Category: 852445-84-2

Reference of Chloro{1,3-bis[2,6-bis(1-methylethyl)phenyl]-4,5-dihydroimidazol-2-ylidene}gold(I)On March 27, 2013, Visbal, Renso; Ospino, Isaura; Lopez-de-Luzuriaga, Jose M.; Laguna, Antonio; Gimeno, M. Concepcion published an article in Journal of the American Chemical Society. The article was 《N-Heterocyclic Carbene Ligands as Modulators of Luminescence in Three-Coordinate Gold(I) Complexes with Spectacular Quantum Yields》. The article mentions the following:

The first three-coordinate gold(I) N-heterocyclic carbene (NHC) complexes have been prepared with the nido-carborane diphosphine. The complexes are brightly luminescent and present very high quantum yield values. The carbene ligand is able to modulate the energy of the emissions and, depending upon the substituent, the luminescence changes from blue to green. Theor. calculations corroborate that the emissions are phosphorescence and arise from charge transfer (LML’CT) transitions from nido-carborane ligand (L) to metal/ligand group “”gold(I)-NHC ligand”” (ML’).Chloro{1,3-bis[2,6-bis(1-methylethyl)phenyl]-4,5-dihydroimidazol-2-ylidene}gold(I)(cas: 852445-84-2Reference of Chloro{1,3-bis[2,6-bis(1-methylethyl)phenyl]-4,5-dihydroimidazol-2-ylidene}gold(I)) was used in this study.

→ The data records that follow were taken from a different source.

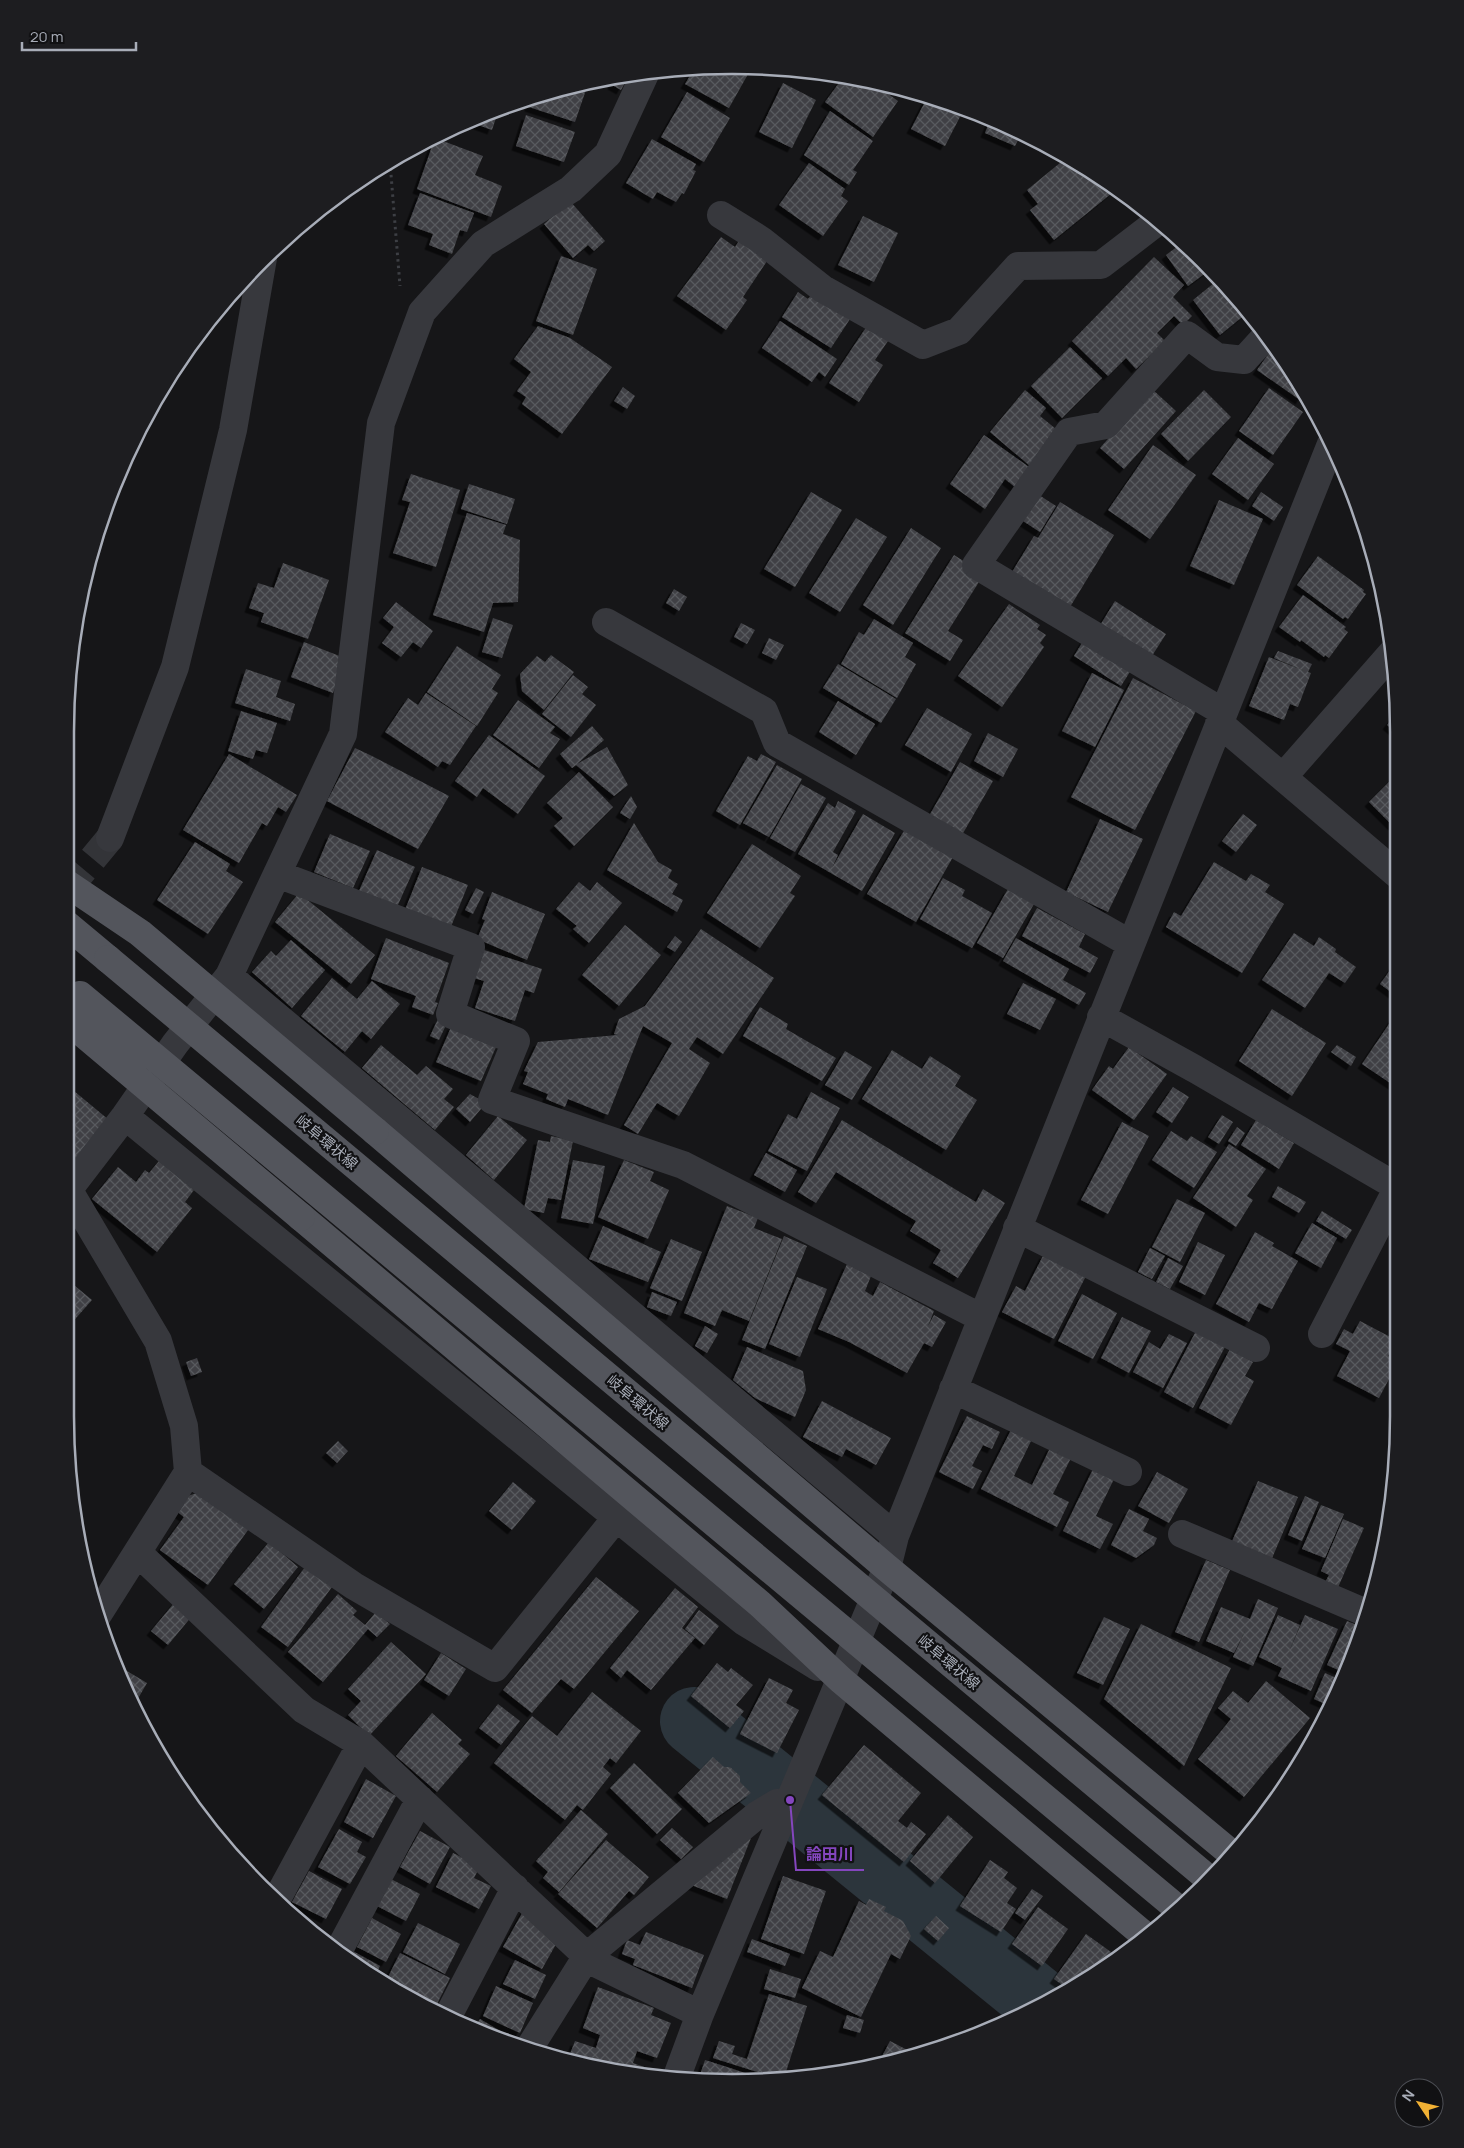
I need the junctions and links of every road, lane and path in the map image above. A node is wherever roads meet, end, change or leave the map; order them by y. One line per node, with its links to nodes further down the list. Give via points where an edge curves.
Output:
1 (642, 80): 15 (street, via 608,154 571,189 483,244 422,312 381,423 343,734)
2 (391, 170): 6 (path)
3 (720, 216): 4 (street, via 761,240 823,290 923,344 959,332 1018,266 1101,265)
4 (1152, 226)
5 (260, 274): 13 (street, via 233,430 175,667)
6 (400, 289)
7 (1261, 341): 11 (street, via 1244,360 1217,358 1187,336 1106,425 1069,432 976,565)
8 (1327, 453): 11 (street)
9 (606, 622): 18 (street, via 764,711 777,743)
10 (1386, 659): 12 (street)
11 (1221, 718): 12 (street); 18 (street)
12 (1283, 777): 14 (street)
13 (110, 838)
14 (1390, 868)
15 (277, 874): 19 (street); 29 (street, via 471,947 450,1014 516,1041 492,1100 682,1165)
16 (74, 888): 39 (main road, bridge, via 140,933)
17 (74, 931): 47 (main road, 岐阜環状線, bridge)
18 (1131, 944): 21 (street)
19 (229, 976): 23 (street); 37 (street)
20 (74, 990): 50 (main road, bridge)
21 (1102, 1017): 25 (street); 28 (street)
22 (74, 1026): 42 (main road, bridge, via 760,1604)
23 (125, 1116): 24 (street); 35 (street)
24 (74, 1182)
25 (1390, 1183)
26 (74, 1197): 33 (street, via 158,1340 184,1426)
27 (1390, 1205): 30 (street)
28 (1018, 1228): 29 (street); 31 (street)
29 (982, 1318): 32 (street)
30 (1322, 1334)
31 (1256, 1348)
32 (953, 1390): 34 (street); 37 (street)
33 (188, 1472): 35 (street, via 354,1586 495,1668); 38 (street)
34 (1128, 1472)
35 (616, 1518): 42 (street, via 743,1621)
36 (1182, 1534): 41 (street)
37 (895, 1536): 39 (street)
38 (138, 1553): 40 (street); 43 (street, via 304,1710)
39 (887, 1568): 42 (street); 46 (main road)
40 (103, 1607)
41 (1360, 1610)
42 (841, 1680): 45 (street); 51 (main road)
43 (360, 1744): 44 (street); 49 (street)
44 (420, 1799): 48 (street); 52 (street)
45 (785, 1810): 53 (street, via 777,1803 757,1815); 55 (street)
46 (1227, 1850)
47 (1203, 1874)
48 (515, 1888): 53 (street); 54 (street)
49 (280, 1894)
50 (1173, 1904)
51 (1140, 1932)
52 (341, 1945)
53 (587, 1956): 55 (street); 56 (street)
54 (451, 2011)
55 (700, 2014): 57 (street)
56 (532, 2043)
57 (679, 2072)

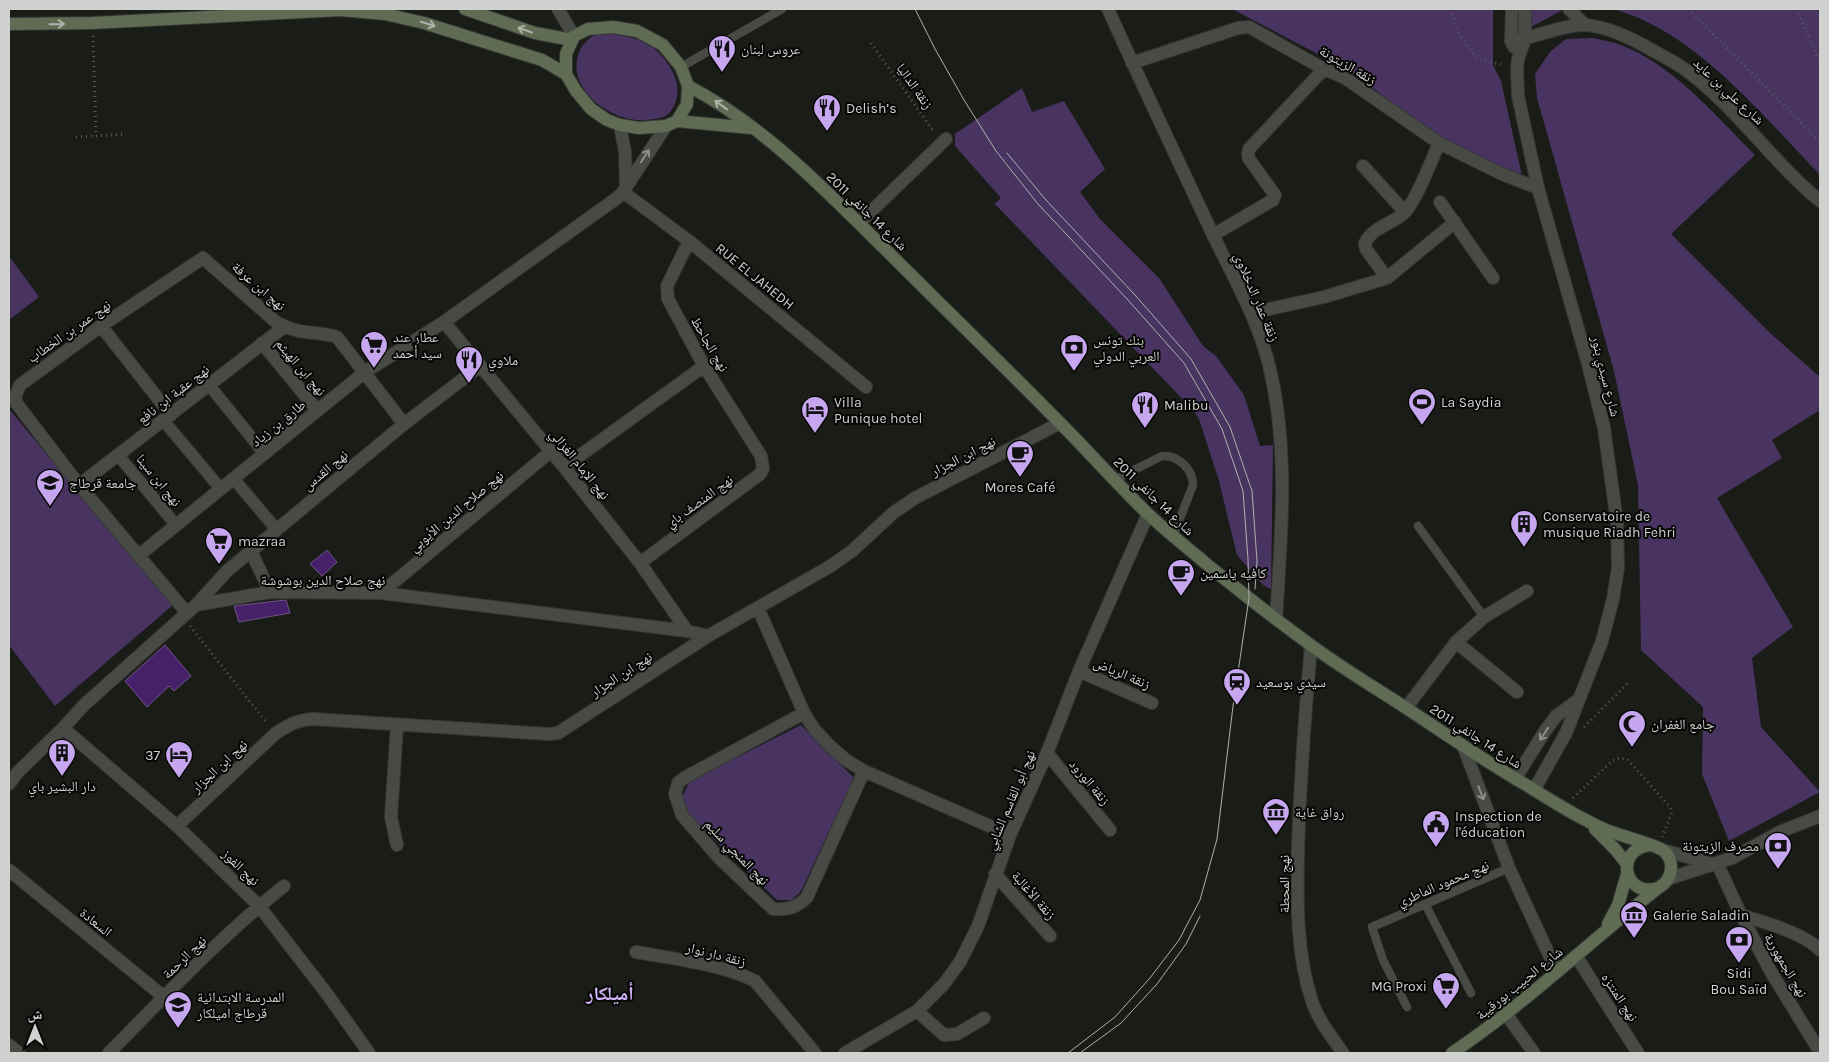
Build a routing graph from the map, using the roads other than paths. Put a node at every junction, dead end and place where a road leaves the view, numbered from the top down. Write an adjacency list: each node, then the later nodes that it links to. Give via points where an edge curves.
1 (465, 9): 10 (main road, one-way to 1, via 535,33)
2 (558, 9): 10 (street)
3 (782, 9): 15 (lane)
4 (1108, 9): 13 (street, زنقة عمار الدخلاوي)
5 (1512, 9): 12 (street, شارع سيدي بنور)
6 (1525, 9): 11 (street, شارع سيدي بنور)
7 (1569, 9): 9 (street)
8 (9, 24): 17 (main road, one-way to 17, via 92,23 340,10 385,14 542,60)
9 (1585, 25): 11 (street, شارع علي بن عايد); 27 (street, شارع علي بن عايد, via 1635,40 1683,68)
10 (573, 38): 15 (main road, via 596,28 637,31 663,45); 17 (main road, via 566,54)
11 (1525, 39): 12 (street, شارع علي بن عايد); 14 (street, شارع سيدي بنور)
12 (1512, 41): 14 (street, شارع سيدي بنور)
13 (1132, 63): 16 (street, زنقة الزيتونة, via 1244,27 1254,29); 32 (street, زنقة عمار الدخلاوي)
14 (1518, 64): 25 (street, شارع سيدي بنور, via 1518,96)
15 (681, 68): 18 (main road)
16 (1324, 69): 23 (street, زنقة الزيتونة, via 1345,78); 32 (street, via 1249,149 1249,159 1272,188 1273,200)
17 (566, 74): 20 (main road, via 591,109)
18 (688, 86): 19 (main road, via 688,104); 21 (main road, شارع 14 جانفي 2011, one-way to 18, via 717,101)
19 (671, 123): 20 (main road, via 640,128); 21 (main road); 26 (street, one-way to 19)
20 (620, 125): 26 (street, via 625,152)
21 (751, 128): 31 (main road, شارع 14 جانفي 2011)
22 (943, 141): 31 (street)
23 (1439, 143): 25 (street, زنقة الزيتونة); 29 (street)
24 (1363, 166): 29 (street)
25 (1538, 188): 81 (street, شارع سيدي بنور, via 1602,419 1617,522 1618,568 1613,599 1602,641)
26 (624, 189): 33 (street, RUE EL JAHEDH); 38 (street)
27 (1820, 201)
28 (1440, 202): 30 (street)
29 (1405, 212): 35 (street, via 1368,236 1365,243)
30 (1455, 222): 35 (street); 36 (street)
31 (859, 223): 49 (main road, شارع 14 جانفي 2011)
32 (1213, 235): 37 (street, زنقة عمار الدخلاوي)
33 (689, 241): 43 (street, نهج الجاحظ, via 667,286 667,294); 46 (street, RUE EL JAHEDH)
34 (203, 258): 39 (street, نهج عمر بن الخطاب); 40 (street, نهج ابن عرفة)
35 (1387, 278): 37 (street, via 1324,297)
36 (1493, 278)
37 (1251, 313): 74 (street, زنقة عمار الدخلاوي, via 1271,373 1279,415 1282,522)
38 (444, 322): 42 (street, نهج الإمام الغزالي); 44 (street, طارق بن زياد)
39 (101, 326): 48 (street); 58 (street, نهج عمر بن الخطاب, via 20,385 15,397)
40 (284, 327): 41 (street, نهج عقبة ابن نافع); 44 (street, نهج ابن عرفة, via 337,337)
41 (262, 343): 45 (street, نهج عقبة ابن نافع); 47 (street, نهج ابن الهيثم)
42 (480, 366): 50 (street, نهج القدس); 51 (street, نهج الإمام الغزالي)
43 (704, 366): 54 (street, نهج الجاحظ); 55 (street)
44 (365, 372): 47 (street, طارق بن زياد); 50 (street, نهج ابن عرفة)
45 (209, 385): 48 (street, نهج عقبة ابن نافع); 52 (street)
46 (866, 386)
47 (317, 410): 52 (street, طارق بن زياد)
48 (167, 418): 53 (street, نهج عقبة ابن نافع); 59 (street)
49 (1060, 423): 57 (main road, شارع 14 جانفي 2011); 71 (street, نهج ابن الجزار, via 915,498 893,513 852,552)
50 (404, 424): 63 (street, نهج القدس)
51 (550, 452): 55 (street, نهج الإمام الغزالي); 70 (street, نهج صلاح الدين الأيوبي)
52 (264, 453): 56 (street, طارق بن زياد)
53 (118, 455): 58 (street, نهج عقبة ابن نافع); 61 (street, نهج ابن سينا)
54 (761, 456): 67 (street, نهج المنصف باي, via 763,469 760,474)
55 (564, 467): 67 (street, نهج الإمام الغزالي)
56 (233, 478): 59 (street, طارق بن زياد); 63 (street)
57 (1114, 480): 60 (main road, شارع 14 جانفي 2011); 64 (lane, via 1162,456 1176,459 1190,471 1193,485)
58 (79, 485): 66 (street, نهج عمر بن الخطاب)
59 (220, 488): 61 (street, طارق بن زياد)
60 (1148, 514): 64 (main road, شارع 14 جانفي 2011); 79 (street, نهج أبو القاسم الشابي)
61 (176, 525): 66 (street, طارق بن زياد)
62 (1418, 526): 73 (lane)
63 (277, 530): 65 (street, نهج القدس)
64 (1172, 536): 74 (main road, شارع 14 جانفي 2011)
65 (251, 551): 69 (street); 72 (street, نهج القدس, via 220,578)
66 (138, 556): 72 (street, نهج عمر بن الخطاب)
67 (640, 563): 75 (street, نهج الإمام الغزالي)
68 (1527, 591): 73 (street)
69 (270, 592): 70 (street, نهج صلاح الدين بوشوشة); 72 (street, نهج صلاح الدين بوشوشة)
70 (381, 593): 75 (street, نهج صلاح الدين بوشوشة)
71 (758, 608): 76 (street, نهج ابن الجزار); 84 (street)
72 (190, 614): 86 (street, via 85,704)
73 (1484, 617): 77 (street)
74 (1276, 619): 78 (main road, شارع 14 جانفي 2011)
75 (687, 631): 76 (street, نهج صلاح الدين بوشوشة)
76 (708, 636): 85 (street, نهج ابن الجزار, via 558,733)
77 (1456, 642): 80 (street); 83 (street)
78 (1310, 646): 83 (main road, شارع 14 جانفي 2011); 129 (street, نهج المحطة, via 1299,791 1300,938 1312,1003)
79 (1079, 671): 82 (street, زنقة الرياض); 88 (street, نهج أبو القاسم الشابي)
80 (1517, 692)
81 (1578, 700): 90 (street, one-way to 90, via 1556,716); 92 (street, شارع سيدي بنور, via 1566,733)
82 (1152, 703)
83 (1406, 708): 87 (main road, شارع 14 جانفي 2011)
84 (804, 713): 89 (street, via 830,746); 89 (street, نهج المنجي سليم, via 684,778 678,783 675,794 682,815 719,858 772,908 794,908 807,898)
85 (397, 725): 95 (street, نهج ابن الجزار, via 313,719 289,724); 98 (street, via 391,817)
86 (63, 728): 91 (street); 95 (street, نهج الفوز)
87 (1464, 748): 90 (main road, شارع 14 جانفي 2011); 101 (street, one-way to 101)
88 (1047, 753): 96 (street, زنقة الورود); 97 (street, نهج أبو القاسم الشابي)
89 (864, 771): 97 (street)
90 (1516, 779): 92 (main road, شارع 14 جانفي 2011)
91 (9, 784)
92 (1534, 790): 94 (main road, شارع 14 جانفي 2011)
93 (1820, 816): 100 (street)
94 (1588, 822): 99 (main road, شارع 14 جانفي 2011); 102 (main road, شارع 14 جانفي 2011, via 1608,842)
95 (177, 826): 108 (street, نهج الفوز)
96 (1110, 830)
97 (1010, 835): 104 (street, نهج أبو القاسم الشابي)
98 (397, 845)
99 (1657, 847): 100 (street); 102 (main road, via 1637,848 1629,858); 105 (main road, via 1670,860 1671,867)
100 (1714, 864): 105 (street); 109 (street, نهج الجمهورية)
101 (1509, 868): 107 (lane, نهج محمود الماطري); 115 (street)
102 (1627, 869): 105 (main road, via 1631,881 1644,889 1652,890); 110 (main road, شارع الحبيب بورقيبة, via 1618,905)
103 (9, 870): 117 (street, السعادة)
104 (995, 874): 111 (street, زنقة الأغالبة); 119 (street, نهج أبو القاسم الشابي, via 978,926 960,962)
105 (1664, 883): 110 (main road, شارع الحبيب بورقيبة)
106 (284, 886): 108 (street, نهج الرحمة)
107 (1425, 904): 116 (lane); 118 (lane, نهج محمود الماطري, via 1372,927 1383,960)
108 (259, 906): 117 (street, نهج الرحمة); 126 (street, نهج الفوز)
109 (1741, 915): 112 (street, via 1782,929); 123 (street, نهج الجمهورية)
110 (1602, 933): 114 (main road, شارع الحبيب بورقيبة)
111 (1050, 936)
112 (1820, 950)
113 (636, 952): 127 (street, زنقة دار نوار, via 723,969 755,981)
114 (1576, 956): 115 (main road, شارع الحبيب بورقيبة); 132 (street, نهج المنتزه)
115 (1556, 972): 120 (main road, شارع الحبيب بورقيبة)
116 (1471, 994)
117 (164, 997): 125 (street, نهج الرحمة)
118 (1407, 1007)
119 (917, 1011): 121 (street, via 944,1035 957,1034); 128 (street, نهج أبو القاسم الشابي)
120 (1506, 1014): 130 (main road, شارع الحبيب بورقيبة); 131 (street)
121 (984, 1018)
122 (9, 1045): 124 (street)
123 (1820, 1052)
124 (19, 1053)
125 (109, 1053)
126 (369, 1053)
127 (815, 1053)
128 (845, 1053)
129 (1343, 1053)
130 (1452, 1053)
131 (1534, 1053)
132 (1638, 1053)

Chloro{1,3-bis[2,6-bis(1-methylethyl)phenyl]-4,5-dihydroimidazol-2-ylidene}gold(I)(cas: 852445-84-2) belongs to imidazoles.Imidazole rings are also present in imidazole ring alkaloids, which are potential therapeutics for thrombosis, cancer and inflammatory diseases.Reference of Chloro{1,3-bis[2,6-bis(1-methylethyl)phenyl]-4,5-dihydroimidazol-2-ylidene}gold(I) Although other azole heterocycles are ubiquitous in a wide range of biologically active natural products, imidazole rings occur predominantly in the natural amino acid histidine.

Referemce:
Imidazole – Wikipedia,
Imidazole | C3H4N2 – PubChem

In 2012,European Journal of Inorganic Chemistry included an article by Landers, Brant; Navarro, Oscar. Recommanded Product: 852445-84-2. The article was titled 《Microwave-Assisted Synthesis of (N-Heterocyclic carbene)MCl Complexes of Group 11 Metals》. The information in the text is summarized as follows:

The use of microwave heating for the synthesis of (N-heterocyclic carbene)-bearing complexes of Cu, Ag and Au allows for a drastic reduction of the reaction times required by conventional heating, while affording comparable or better yields of the desired complexes. In addition to this study using Chloro{1,3-bis[2,6-bis(1-methylethyl)phenyl]-4,5-dihydroimidazol-2-ylidene}gold(I), there are many other studies that have used Chloro{1,3-bis[2,6-bis(1-methylethyl)phenyl]-4,5-dihydroimidazol-2-ylidene}gold(I)(cas: 852445-84-2Recommanded Product: 852445-84-2) was used in this study.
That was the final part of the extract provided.